Vers la fin du film, Redford est à son meilleur, s’inclinant légèrement autour du podium pour établir un contact visuel avec ses partisans, passant sa main dans ses cheveux, portant stratégiquement son poing à sa bouche alors qu’il s’éclaircit la voix avant de prononcer son discours. À la fin du discours, Redford s’élance dans le couloir de service de l’hôtel, saisit son conseiller politique principal et lui dit : « Il faut qu’on se parle. »

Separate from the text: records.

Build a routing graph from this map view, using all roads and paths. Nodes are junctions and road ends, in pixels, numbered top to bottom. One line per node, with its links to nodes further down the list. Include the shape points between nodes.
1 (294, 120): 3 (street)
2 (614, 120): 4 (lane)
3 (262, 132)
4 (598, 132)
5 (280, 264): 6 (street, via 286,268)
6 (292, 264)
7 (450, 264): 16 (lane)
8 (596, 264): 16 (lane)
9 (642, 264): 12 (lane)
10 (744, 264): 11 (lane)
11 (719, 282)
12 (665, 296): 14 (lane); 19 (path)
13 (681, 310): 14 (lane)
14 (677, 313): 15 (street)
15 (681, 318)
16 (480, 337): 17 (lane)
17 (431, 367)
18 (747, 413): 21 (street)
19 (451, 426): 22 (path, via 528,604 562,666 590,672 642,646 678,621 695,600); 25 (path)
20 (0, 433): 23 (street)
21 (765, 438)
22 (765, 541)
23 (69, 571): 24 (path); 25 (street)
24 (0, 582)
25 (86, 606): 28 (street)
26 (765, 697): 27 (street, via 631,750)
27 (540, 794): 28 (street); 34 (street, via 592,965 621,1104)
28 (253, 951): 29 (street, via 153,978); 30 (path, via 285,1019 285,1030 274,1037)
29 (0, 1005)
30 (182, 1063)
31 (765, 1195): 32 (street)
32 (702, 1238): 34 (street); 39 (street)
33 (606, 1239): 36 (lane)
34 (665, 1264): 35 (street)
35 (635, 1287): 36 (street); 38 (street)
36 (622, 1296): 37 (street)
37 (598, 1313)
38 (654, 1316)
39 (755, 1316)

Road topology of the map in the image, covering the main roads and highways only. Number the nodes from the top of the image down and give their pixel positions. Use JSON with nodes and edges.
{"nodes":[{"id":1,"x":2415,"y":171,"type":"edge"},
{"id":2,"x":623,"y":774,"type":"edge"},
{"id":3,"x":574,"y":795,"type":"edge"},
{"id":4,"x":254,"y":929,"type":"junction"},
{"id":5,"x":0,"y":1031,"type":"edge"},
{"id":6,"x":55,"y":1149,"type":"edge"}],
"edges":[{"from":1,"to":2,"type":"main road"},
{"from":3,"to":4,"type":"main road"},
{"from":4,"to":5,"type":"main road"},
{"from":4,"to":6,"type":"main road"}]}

Ils se dirigent dans une pièce vacante où la caméra fait un gros plan du visage de Redford, qui révèle maintenant de l’incertitude. Se rendant compte que la campagne est maintenant terminée et qu’il n’a aucune idée comment gouverner, il demande : « Que fait-on maintenant? »

Les dirigeants nouvellement élus sont facilement entraînés par le sentiment de puissance de leur nouveau poste et par la file de partisans qui semble infinie le soir de l’élection. Puis, le lendemain matin, la question surgit : « Je fais quoi maintenant? »


L’apprentissage n’arrête pas à la porte de la salle de classe

Contrairement à la situation dans laquelle « McKay » s’est trouvé, nos dirigeants locaux reçoivent une formation continue pour les aider à relever les défis auxquels ils ont à faire face tous les jours. Mais leur formation ne s’arrête pas à la porte de la salle de classe. Le temps informel que les dirigeants partagent avec leurs homologues à travers le Canada et les États-Unis ouvre la porte aux discussions, aux échanges et aux débats d’idées, aux expériences partagées et développées.

Ces rencontres contribuent à renforcer l’apprentissage, à former de meilleurs dirigeants et un SUT plus solide. J’apprécie nos discussions et j’ai déjà hâte de participer à plusieurs autres. Les solides liens d’amitié qui s’y tissent rendent le SUT encore plus fort.